Presso l’American University of Rome, il 17 ottobre 2008 si è svolto il seminario di aggiornamento organizzato dalla Sezione Lazio dell’AIB e tenuto da Karen Coyle dal titolo “Il catalogo bibliografico nel Web” [1].
L’occasione di ascoltare una delle più brillanti esperte internazionali di biblioteche digitali non è stata persa da molti bibliotecari che, visto anche l’attualità del tema affrontato, hanno partecipato numerosi e particolarmente attenti.
Il punto di partenza della relatrice è stato l’analisi di un dato forse prevedibile quanto “scomodo” per i bibliotecari: secondo una indagine compiuta da OCLC nel 2005, gli studenti americani, quando hanno bisogno di reperire un’informazione, in prima istanza interrogano i motori di ricerca in Internet e molto raramente ricorrono agli strumenti per il recupero di informazioni messi a disposizione online dalle biblioteche.
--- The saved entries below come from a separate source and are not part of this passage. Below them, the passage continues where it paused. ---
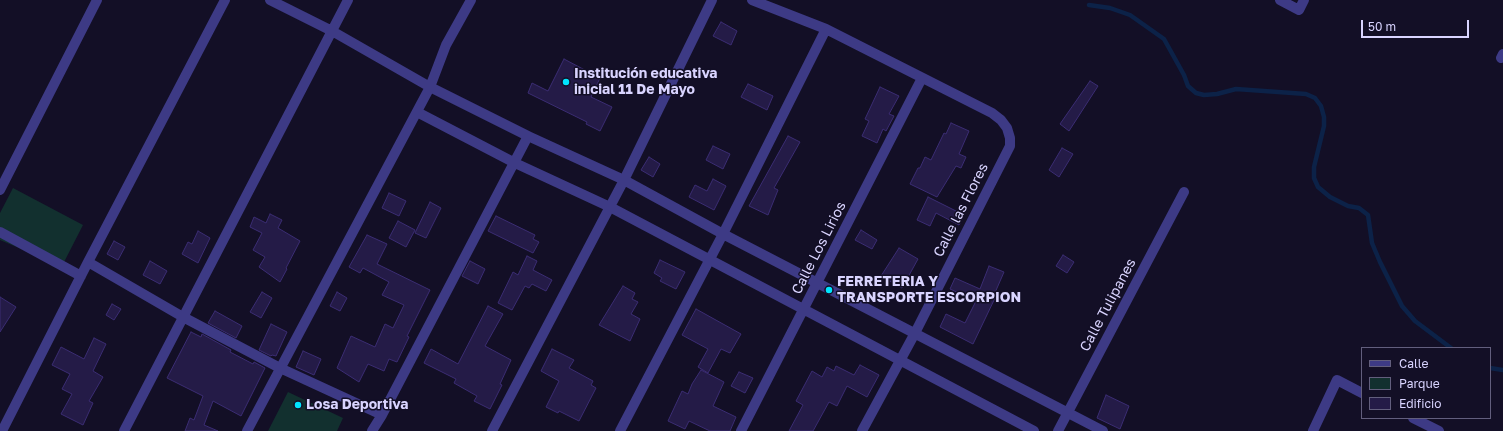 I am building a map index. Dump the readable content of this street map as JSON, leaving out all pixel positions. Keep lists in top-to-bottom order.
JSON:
{
  "streets": {
    "street": ["Calle las Flores", "Calle Los Lirios", "Calle Tulipanes"]
  },
  "crossings": [
    ["Calle las Flores", "Calle Los Lirios"]
  ],
  "places": ["Institución educativa inicial 11 De Mayo", "FERRETERIA Y TRANSPORTE ESCORPION", "Losa Deportiva"],
  "legend": ["Calle", "Parque", "Edificio"],
  "scale_bar": "50 m"
}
Il dato generale è appunto scontato, ma sono sicuramente sorprendenti i numeri: l’89% degli intervistati si rivolge per prima cosa ai motori di ricerca in Internet, un miserrimo 2% alle biblioteche, un altro 2% alle banche dati specifiche, e l’1% alla posta elettronica[2].
Perché ci troviamo di fronte a questi dati forse un po’ imbarazzanti per la nostra categoria? Secondo Karen Coyle tutto dipende dal fatto che i cataloghi di biblioteca sono molto, troppo, limitati: le notizie bibliografiche riportano solo link che rimandano all’interno dell’opac, non sono previsti interventi da parte degli utenti, sono sistemi non adatti al Web e i dati il più delle volte non sono collegati ai servizi web. A fronte di tale criticità, la Coyle afferma che va completamente ripensato il catalogo. Tenendo conto delle possibilità offerte dall’ambito informatico, oggi l’opac deve quindi aprirsi al Web e non deve più essere, come ha ben espresso la relatrice con un’immagine calzante, “chiuso come un convento”. Ripensare il catalogo non è cosa facile né immediata, ma, in sintesi, significa costruirlo e strutturarlo in modo che sia compatibile con il Web, significa anche “mettere” i dati bibliografici sul Web e collegarli con altre informazioni che esso offre.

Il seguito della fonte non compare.